2.BÖLÜM

172 10 0
                                    

Annem beni evden kovmuştu. Sırf ders çalışırken zamanın nasıl geçtiğini anlamayıp ütü yapmayı unuttum diye

Hava soğuktu. Çok üşüyordum. Isınmak için yürüyordum. Ama pek faydası olmuyordu. Hiç bilmediğim sokaklara giriyordum.

O sırada Baran'ı gördüm. Beni görmedi, sınırlı görünüyordu. Onunla şu an dertleşmeye ihtiyacım vardı. Belki o da benimle dertleşirdi.

Yanına yürüdüm. Ormanlık bir yola girdi. Issız bir yere benziyordu.

Seslendim ama sesimi duymadı.

Onu takip etmeye başladım. Ormana girdi. Bayağı ilerimde olduğu için beni fark etmesi neredeyse imkansızdı.

Ormanın içinde bir kulübe vardı. Direk içeri girdi. Kapının önüne geldim. İçeride sıcak bir tartışma vardı sanırım

"Bu bilgiyi neden teyit ettirmediniz. Sizin yüzünüzden aylarca salak bir kızın peşinden koştum. " Ne bu kişi ben olamazdım değil mi? Ben değilim, ama aylarca benim peşimde koşmuştu." Ay'ı bırak yılımı verdim" bendim o kız bendim.  Demek o yüzden  bana seni seviyorum demedi.

"Düşmanımızın torunu olabilir dediniz. Doğru değilmiş beni boşu boşuna oyaladınız." Dedi. Yere düşmemek için duvara tutundum. Nasıl yani beni kullanmış mıydı?

"Abi biz ne bilelim Damla denen kızın düşmanımızın torunu sandık. Ona çok benziyor diye o olmayınca biz de senin kadar şaşırdık. Ama o değilmiş işte"

"Ben şimdi bu kızdan nasıl kurtulucam" dedi. Baran gerçekten beni kullanmıştı. Duygularımla oynamıştı.

Hemen buradan gitmek zorundaydım. Ağaçlara yaklaşınca dalın çatırt sesi geldi. Allah'ım lütfen duymamış olsunlar diye içimden geçirirken kapının açılması ile koşmaya başladım.

Baran beni görmemişti. Ama ben kovalıyordu. Bir ağacın arkasına saklandım.

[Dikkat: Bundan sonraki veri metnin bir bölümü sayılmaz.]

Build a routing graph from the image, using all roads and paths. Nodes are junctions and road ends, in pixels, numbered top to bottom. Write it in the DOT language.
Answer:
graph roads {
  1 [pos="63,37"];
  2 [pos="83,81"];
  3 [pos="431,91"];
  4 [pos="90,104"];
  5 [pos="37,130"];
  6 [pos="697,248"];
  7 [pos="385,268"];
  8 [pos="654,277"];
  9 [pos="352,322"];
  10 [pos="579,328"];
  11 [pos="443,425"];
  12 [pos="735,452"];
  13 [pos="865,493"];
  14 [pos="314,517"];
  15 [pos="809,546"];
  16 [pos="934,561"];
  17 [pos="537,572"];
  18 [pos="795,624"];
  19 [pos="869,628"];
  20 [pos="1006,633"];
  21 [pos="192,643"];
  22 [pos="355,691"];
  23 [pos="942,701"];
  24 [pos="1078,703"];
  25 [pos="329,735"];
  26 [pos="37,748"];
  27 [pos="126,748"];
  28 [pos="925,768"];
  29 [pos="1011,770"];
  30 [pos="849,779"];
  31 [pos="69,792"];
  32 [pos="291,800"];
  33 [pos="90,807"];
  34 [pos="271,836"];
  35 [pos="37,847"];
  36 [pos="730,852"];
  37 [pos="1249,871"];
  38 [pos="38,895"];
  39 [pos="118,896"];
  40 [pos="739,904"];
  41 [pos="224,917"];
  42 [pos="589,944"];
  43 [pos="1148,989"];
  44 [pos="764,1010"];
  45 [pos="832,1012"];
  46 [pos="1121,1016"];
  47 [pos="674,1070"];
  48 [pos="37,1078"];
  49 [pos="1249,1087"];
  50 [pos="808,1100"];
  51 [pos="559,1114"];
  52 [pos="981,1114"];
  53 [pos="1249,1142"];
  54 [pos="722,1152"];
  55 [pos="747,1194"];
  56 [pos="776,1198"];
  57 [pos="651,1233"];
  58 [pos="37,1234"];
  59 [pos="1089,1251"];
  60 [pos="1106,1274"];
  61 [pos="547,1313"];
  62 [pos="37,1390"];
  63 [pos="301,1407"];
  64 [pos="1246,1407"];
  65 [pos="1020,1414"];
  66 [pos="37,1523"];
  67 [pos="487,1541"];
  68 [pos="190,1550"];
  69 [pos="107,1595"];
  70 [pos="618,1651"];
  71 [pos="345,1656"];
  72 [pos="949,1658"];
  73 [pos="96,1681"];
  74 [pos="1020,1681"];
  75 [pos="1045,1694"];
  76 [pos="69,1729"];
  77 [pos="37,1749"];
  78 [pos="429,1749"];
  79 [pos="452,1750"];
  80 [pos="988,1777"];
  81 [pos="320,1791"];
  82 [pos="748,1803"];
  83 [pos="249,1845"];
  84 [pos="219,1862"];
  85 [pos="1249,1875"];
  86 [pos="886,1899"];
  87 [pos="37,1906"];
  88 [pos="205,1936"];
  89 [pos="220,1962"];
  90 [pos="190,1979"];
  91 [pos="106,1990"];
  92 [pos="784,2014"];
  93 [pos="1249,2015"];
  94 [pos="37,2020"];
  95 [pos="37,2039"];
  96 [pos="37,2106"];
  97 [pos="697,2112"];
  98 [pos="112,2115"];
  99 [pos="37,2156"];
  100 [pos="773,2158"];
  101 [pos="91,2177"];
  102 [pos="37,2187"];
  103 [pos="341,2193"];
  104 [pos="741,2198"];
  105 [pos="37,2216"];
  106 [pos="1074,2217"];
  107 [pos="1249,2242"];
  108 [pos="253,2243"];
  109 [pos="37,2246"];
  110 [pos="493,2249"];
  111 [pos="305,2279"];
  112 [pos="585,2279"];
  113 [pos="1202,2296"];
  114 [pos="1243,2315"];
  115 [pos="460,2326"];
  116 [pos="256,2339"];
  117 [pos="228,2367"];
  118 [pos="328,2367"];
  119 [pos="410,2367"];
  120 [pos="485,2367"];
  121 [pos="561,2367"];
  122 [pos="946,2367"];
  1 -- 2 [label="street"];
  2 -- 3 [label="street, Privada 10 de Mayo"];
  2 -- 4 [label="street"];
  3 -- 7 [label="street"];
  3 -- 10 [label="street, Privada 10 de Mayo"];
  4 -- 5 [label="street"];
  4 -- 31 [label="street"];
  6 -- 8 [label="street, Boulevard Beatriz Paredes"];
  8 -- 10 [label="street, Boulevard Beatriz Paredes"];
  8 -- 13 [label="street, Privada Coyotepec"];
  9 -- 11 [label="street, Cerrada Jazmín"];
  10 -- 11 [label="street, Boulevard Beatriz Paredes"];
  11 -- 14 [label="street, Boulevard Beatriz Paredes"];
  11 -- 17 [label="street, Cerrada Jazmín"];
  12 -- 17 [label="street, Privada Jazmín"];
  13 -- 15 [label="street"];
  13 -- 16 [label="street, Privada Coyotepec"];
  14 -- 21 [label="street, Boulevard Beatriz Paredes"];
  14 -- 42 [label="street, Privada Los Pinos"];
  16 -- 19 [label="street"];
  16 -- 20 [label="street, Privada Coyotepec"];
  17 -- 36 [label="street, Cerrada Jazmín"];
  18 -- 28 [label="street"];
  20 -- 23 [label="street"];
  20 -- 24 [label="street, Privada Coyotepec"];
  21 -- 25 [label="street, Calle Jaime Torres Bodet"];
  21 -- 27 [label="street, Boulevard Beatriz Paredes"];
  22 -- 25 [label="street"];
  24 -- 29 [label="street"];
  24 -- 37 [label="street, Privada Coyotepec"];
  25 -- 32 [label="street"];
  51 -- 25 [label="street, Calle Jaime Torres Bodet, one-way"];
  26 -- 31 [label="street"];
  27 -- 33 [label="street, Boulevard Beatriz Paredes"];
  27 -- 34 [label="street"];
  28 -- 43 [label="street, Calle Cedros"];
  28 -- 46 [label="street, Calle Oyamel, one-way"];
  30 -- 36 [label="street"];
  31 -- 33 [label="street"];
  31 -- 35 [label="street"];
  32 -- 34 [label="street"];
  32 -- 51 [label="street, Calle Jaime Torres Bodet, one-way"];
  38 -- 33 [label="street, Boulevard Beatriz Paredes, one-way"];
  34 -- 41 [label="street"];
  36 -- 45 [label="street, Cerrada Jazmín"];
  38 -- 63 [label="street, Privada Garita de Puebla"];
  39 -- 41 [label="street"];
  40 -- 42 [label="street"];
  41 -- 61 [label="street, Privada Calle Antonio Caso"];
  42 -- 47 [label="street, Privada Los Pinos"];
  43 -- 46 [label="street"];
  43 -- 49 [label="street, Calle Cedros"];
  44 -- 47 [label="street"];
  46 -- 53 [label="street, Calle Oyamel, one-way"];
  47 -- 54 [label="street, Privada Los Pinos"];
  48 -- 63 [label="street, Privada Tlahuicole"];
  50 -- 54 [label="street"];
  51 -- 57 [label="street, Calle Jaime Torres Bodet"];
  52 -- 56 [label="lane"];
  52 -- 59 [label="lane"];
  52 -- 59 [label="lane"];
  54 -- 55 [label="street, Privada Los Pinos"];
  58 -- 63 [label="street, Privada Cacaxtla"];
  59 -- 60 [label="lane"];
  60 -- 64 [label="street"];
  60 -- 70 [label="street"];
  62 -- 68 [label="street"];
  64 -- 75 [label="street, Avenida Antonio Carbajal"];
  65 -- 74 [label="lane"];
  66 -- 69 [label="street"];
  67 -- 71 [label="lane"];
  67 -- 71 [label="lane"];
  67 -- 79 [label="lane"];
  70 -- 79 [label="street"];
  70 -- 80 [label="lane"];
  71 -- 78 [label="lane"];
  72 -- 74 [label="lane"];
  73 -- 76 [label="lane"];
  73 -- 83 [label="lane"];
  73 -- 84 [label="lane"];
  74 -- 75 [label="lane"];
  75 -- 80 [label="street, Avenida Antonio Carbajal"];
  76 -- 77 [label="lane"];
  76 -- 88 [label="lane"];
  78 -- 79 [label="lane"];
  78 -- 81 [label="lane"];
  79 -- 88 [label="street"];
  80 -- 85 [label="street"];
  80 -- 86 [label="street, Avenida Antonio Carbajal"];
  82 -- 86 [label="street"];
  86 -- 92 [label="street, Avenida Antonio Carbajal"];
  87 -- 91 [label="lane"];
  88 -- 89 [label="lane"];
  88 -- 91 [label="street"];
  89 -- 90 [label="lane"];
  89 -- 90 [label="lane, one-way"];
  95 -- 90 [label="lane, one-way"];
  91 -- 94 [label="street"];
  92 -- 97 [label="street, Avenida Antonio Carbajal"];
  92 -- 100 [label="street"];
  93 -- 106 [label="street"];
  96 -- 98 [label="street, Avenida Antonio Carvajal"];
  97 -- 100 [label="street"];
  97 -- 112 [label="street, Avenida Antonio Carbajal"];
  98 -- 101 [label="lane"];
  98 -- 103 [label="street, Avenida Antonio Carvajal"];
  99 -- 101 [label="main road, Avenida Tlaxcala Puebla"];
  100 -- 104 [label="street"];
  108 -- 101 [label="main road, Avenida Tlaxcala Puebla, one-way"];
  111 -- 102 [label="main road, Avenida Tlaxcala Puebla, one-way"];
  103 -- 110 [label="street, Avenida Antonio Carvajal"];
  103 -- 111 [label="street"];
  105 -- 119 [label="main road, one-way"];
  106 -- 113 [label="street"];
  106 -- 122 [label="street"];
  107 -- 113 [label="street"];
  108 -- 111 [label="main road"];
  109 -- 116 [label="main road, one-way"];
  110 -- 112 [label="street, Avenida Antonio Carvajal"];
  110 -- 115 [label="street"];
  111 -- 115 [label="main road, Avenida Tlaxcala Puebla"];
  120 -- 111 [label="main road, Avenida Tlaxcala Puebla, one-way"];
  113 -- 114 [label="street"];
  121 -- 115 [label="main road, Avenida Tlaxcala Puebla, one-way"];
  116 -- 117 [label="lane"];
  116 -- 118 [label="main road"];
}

Beni görmemesi gerekiyordu. Henüz bu yüzleşmeye hazır değildim.

Ayak sesleri uzaklaşmaya başladı. Gittiğini düşünerek üçüncü adımımı attığım anda kolumdan tutulup bir yüze çevrildim. 

Bu yüz en ağır yaralarımdan biri olacak o kişiydi. Baran, iki kolumdan tutup bana bakıyordu. Şoktan ağlayamıyordum ama gözümdeki hayal kırıklığını görmesini umdum.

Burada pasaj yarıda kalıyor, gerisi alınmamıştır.